1. A system for generating a value index for properties, the system comprising: a processor, and a memory in communication to the processor for storing instructions executable by the processor, wherein the processor is configured to: categorise the properties into one or more categories, determine an optimal number of pre-clusters of properties based on the one or more categories, cluster the properties into a plurality of pre-clusters based on the optimal number of clusters, determine a set of search radii, generate a cluster of properties based on one of the plurality of pre clusters and the set of search radii, and generate a value index for the cluster of properties.

2. The system according to claim 1, wherein each of the plurality of pre-clusters comprises of properties in geographically separated areas.

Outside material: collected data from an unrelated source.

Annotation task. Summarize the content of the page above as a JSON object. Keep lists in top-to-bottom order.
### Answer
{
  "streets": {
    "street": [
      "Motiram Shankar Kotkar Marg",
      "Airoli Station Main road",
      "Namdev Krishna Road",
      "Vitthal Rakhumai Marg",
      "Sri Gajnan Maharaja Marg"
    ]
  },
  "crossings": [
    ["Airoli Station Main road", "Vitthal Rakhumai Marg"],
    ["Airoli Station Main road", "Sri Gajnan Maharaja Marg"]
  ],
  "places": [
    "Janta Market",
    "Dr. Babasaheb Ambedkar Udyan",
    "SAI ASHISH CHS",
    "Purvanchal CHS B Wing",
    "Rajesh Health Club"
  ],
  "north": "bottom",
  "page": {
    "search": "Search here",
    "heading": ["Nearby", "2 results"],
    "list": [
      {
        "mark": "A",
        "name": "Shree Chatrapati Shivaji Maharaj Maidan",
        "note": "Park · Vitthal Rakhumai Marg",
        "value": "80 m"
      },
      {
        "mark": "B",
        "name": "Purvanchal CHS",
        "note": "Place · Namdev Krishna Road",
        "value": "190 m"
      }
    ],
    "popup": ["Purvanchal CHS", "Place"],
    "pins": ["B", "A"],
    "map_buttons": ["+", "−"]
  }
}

3. The system according to claim 1 or 2, wherein the process is further configured to: receive a filtering criteria for a target property, determine one or more categories of the target property, identify a pre-cluster from the plurality of pre-clusters that matches the one or more categories of the target property, generate the cluster of properties based on the pre-cluster and the set of search radii, and generate the value index for the cluster of properties.

4. The system according to any one of claims 1 to 3, wherein each search radius of the set of search radii is longer than another, wherein each of the search radius is determined based on information of the territory where the properties are located in.

5. The system according to any one of claims 1 to 4, wherein the processor is configured to expand the search radius and generate another cluster of properties when the number of data points in the cluster based on the search radius is lower than a threshold number of data points to generate the value index.

6. The system according to any one of claims 1 to 5, wherein the processor is configured generate estimated values of the properties based on the value index.

7. The system according to any one of claims 1 to 6, wherein the processor is configured to de-cluster a transaction value of a cluster of property units into estimated values of each of the property units.

8. A method of generating a value index for properties, the method comprising: categorising the properties into one or more categories, determining an optimal number of pre-clusters of the properties based on the one or more categories, clustering the properties into a plurality of pre-clusters based on the optimal number of clusters, determining a set of search radii, generating a cluster of properties based one of the plurality of pre-clusters and the set of search radii, and generating a value index for the cluster of properties.

9. The method according to claim 8, wherein each of the plurality of pre-clusters comprises of properties in geographically separated areas.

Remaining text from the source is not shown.